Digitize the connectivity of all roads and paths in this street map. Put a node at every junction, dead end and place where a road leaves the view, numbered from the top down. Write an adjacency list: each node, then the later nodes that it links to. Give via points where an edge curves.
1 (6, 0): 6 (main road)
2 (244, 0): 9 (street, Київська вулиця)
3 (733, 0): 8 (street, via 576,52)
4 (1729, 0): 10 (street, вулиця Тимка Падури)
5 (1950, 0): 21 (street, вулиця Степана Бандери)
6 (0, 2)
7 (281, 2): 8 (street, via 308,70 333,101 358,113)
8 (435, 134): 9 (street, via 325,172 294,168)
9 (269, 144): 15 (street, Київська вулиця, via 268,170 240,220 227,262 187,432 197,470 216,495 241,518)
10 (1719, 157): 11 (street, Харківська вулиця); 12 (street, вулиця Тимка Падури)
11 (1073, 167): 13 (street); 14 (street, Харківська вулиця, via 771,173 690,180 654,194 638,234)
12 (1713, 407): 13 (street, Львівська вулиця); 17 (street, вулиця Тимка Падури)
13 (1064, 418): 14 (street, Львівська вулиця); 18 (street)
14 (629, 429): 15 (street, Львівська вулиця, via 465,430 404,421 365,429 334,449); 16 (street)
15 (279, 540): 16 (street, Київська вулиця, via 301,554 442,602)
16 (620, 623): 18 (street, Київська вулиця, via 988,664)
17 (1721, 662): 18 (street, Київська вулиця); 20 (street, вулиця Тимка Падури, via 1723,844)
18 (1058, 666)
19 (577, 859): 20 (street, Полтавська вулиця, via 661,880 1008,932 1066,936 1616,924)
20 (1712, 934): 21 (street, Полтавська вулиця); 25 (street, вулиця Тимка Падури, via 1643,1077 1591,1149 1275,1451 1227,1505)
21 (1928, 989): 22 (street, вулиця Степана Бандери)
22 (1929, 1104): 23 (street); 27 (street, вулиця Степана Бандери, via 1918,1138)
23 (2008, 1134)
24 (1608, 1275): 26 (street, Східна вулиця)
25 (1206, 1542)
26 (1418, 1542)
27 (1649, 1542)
::::::::
▸ PROBLEM STATEMENT: The lines you need are those containing "Бандери"; find them in the records and copy them.

▸ SOLUTION FOR THIS EXERCISE:
5 (1950, 0): 21 (street, вулиця Степана Бандери)
21 (1928, 989): 22 (street, вулиця Степана Бандери)
22 (1929, 1104): 23 (street); 27 (street, вулиця Степана Бандери, via 1918,1138)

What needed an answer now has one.